The bank will NEVER close a non funded entity purchase simply for that reason. At least not one without substantial track record and financials. They are not going to let “joe nobody” assign it into an underfunded entity and have no one personally responsible for the note. That’s never going to happen. If you’re AT&T, or Ford sure…but not you and I.

The minute you assign that LLC to someone else you’ve committed fraud as the ownership of the HOME has changed without the underlying note being paid off or the bank being notified. You have just broken at least a couple Federal Laws. And you’re still a member, remember?

Not to mention, if you do it this way…you’re going to be in bankruptcy court in the blink of an eye since the new owner is not legally obligated to pay the mortgage…YOU ARE. He/she can walk away at any given time without recourse as the bank is coming after you for payment.

Good luck with that. If you find a way to do it LEGALLY, and affordably I’d love to hear about it.

Vette Boy,

Yes, you can.

We’re talking about REOs here (bank owned properties), so there is no underlying note in the picture. No fraud being committed, no DOS violated, no bankruptcy court, none of that.

Not sure what type of transaction you are talking about, but it’s not the same as the one I am.

Steph :cool

I think this restriction applies to the simultaneous closing where your buyer’s money is used to fund your closing.

Whether accomplished on the same day or weeks apart, isn’t a double closing two separate settlements each with their own funding? Since the settlements are mutually exclusive, the first settlement is not impaired if your buyer backs out before the second settlement can take place.

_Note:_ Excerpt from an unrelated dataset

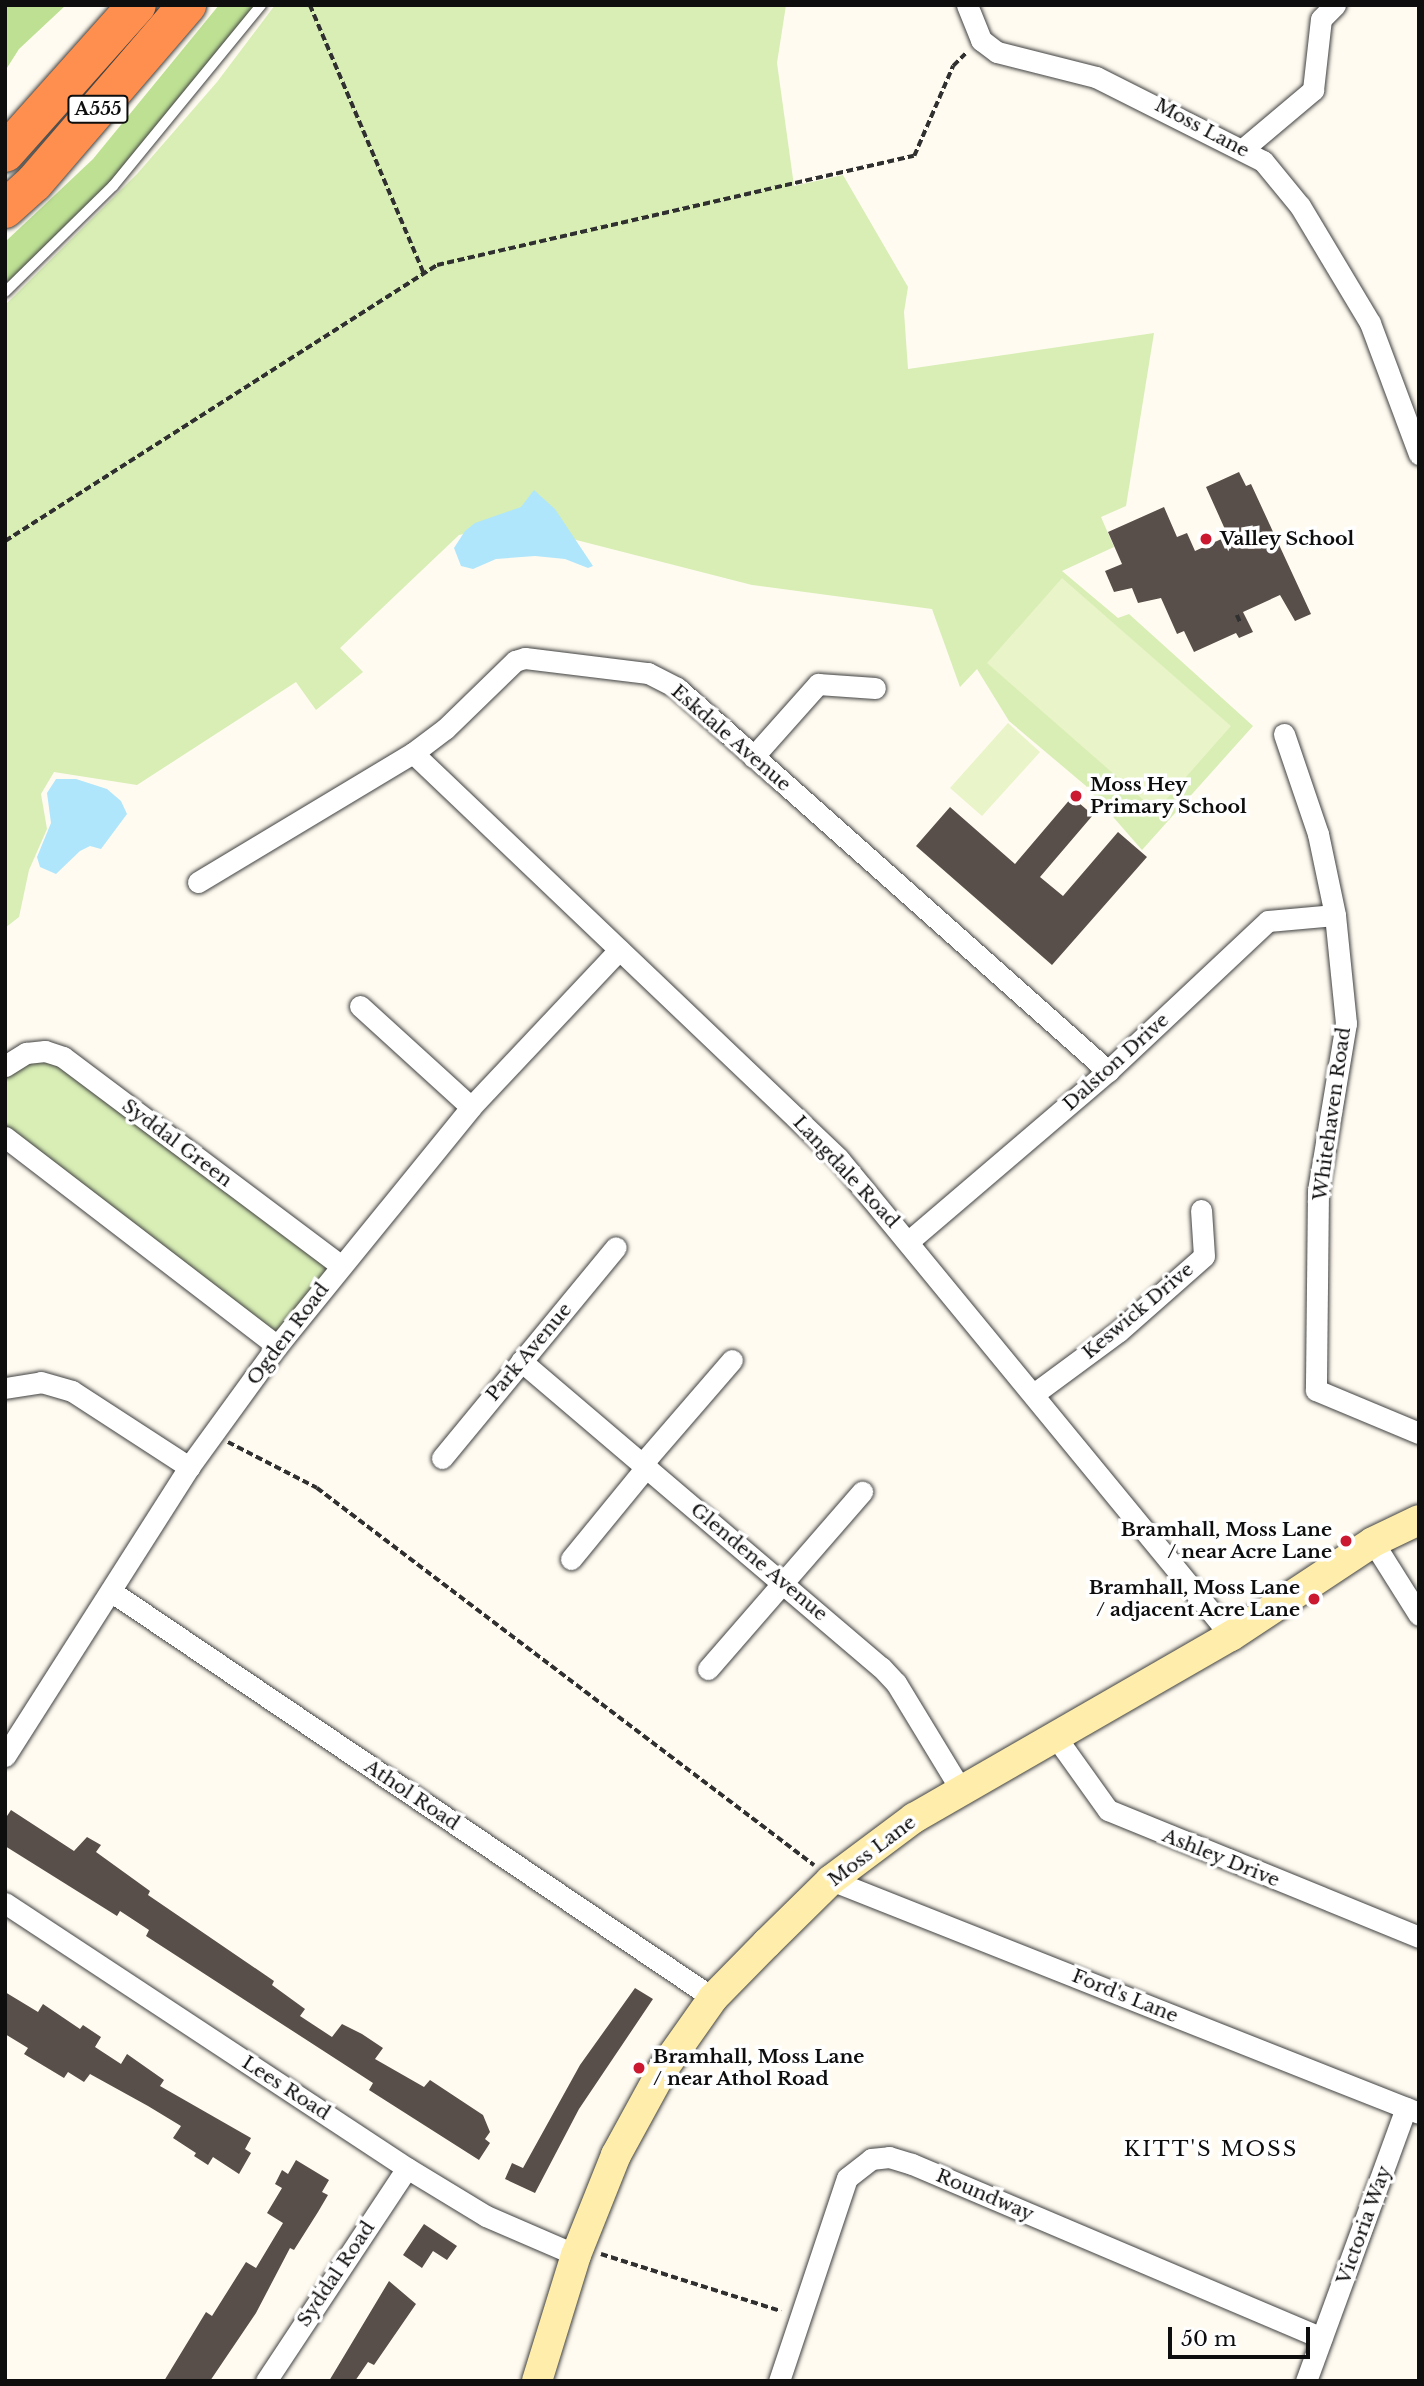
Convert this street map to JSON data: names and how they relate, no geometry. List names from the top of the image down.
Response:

Since I don’t buy anything I am not prepared to hold for rental income, I don’t get into these situations. I am just trying to understand the terminology. Is a double closing a synonym for a simultaneous closing, or are these really two different things?

tampasteph
I realize you’re speaking of REO’s, that said you still have a huge problem with the LLC. The first being the cost. Setting up the LLC is simple, and cheap for sure unless you’re in CA in which case it’s $800 minimum to start. The expense is in making sure there is a solid operating agreement in place. With the LLC, unless the operating agreement specifically provides a means for you to divest yourself of membership w/o disolving the LLC, you’re in it for the life of the LLC, or your own. And ONLY those who are registered members have beneficial interests.
That’s how it becomes a good protection vehicle as you cannot be removed from managing the LLC as you can in a corporation if you are sued and have a judgement levied. Again tho, that’s if you have charging order protection which the majority of SMLLC’s do not have. It’s something that has to be spelled out specifically in the operating agreement, if not you don’t have it.
So, if you buy it in an LLC…if the bank would somehow let it be deeded to an unfunded entity and not have someone personally liable for the note, which I can’t forsee happening, and you try to sell the LLC (which is an entirely different issue if it has real property with an attached mortgage in it) …you cannot divest yourself of membership w/o disolving the LLC. So, what have you gained?
You’ve just spent a ton of money to no avail, have gained nothing. Double close or simultaneous close and be done with it. The expense of the LLC and operating agreement would be severely prohibitive when you’re only going to use it for 2 hours.
If you are the manager of the LLC, and member/beneficiary you are still liable personally. You have to be at arms length to be protected by the LLC and it’s benefits. If you don’t have a property manager between you and the property, the benefits are zero and the cost is throwing money down the :flush

Vetteboy,

You are WAY overcomplicating things.

I am talking about CASH transactions here… Your statement, “So if you buy it in an LLC…if the bank would somehow let it be deeded to an unfunded entity and not have someone personally liable for the note” doesn’t make any sense. This is a CASH transaction. There is no note to speak of.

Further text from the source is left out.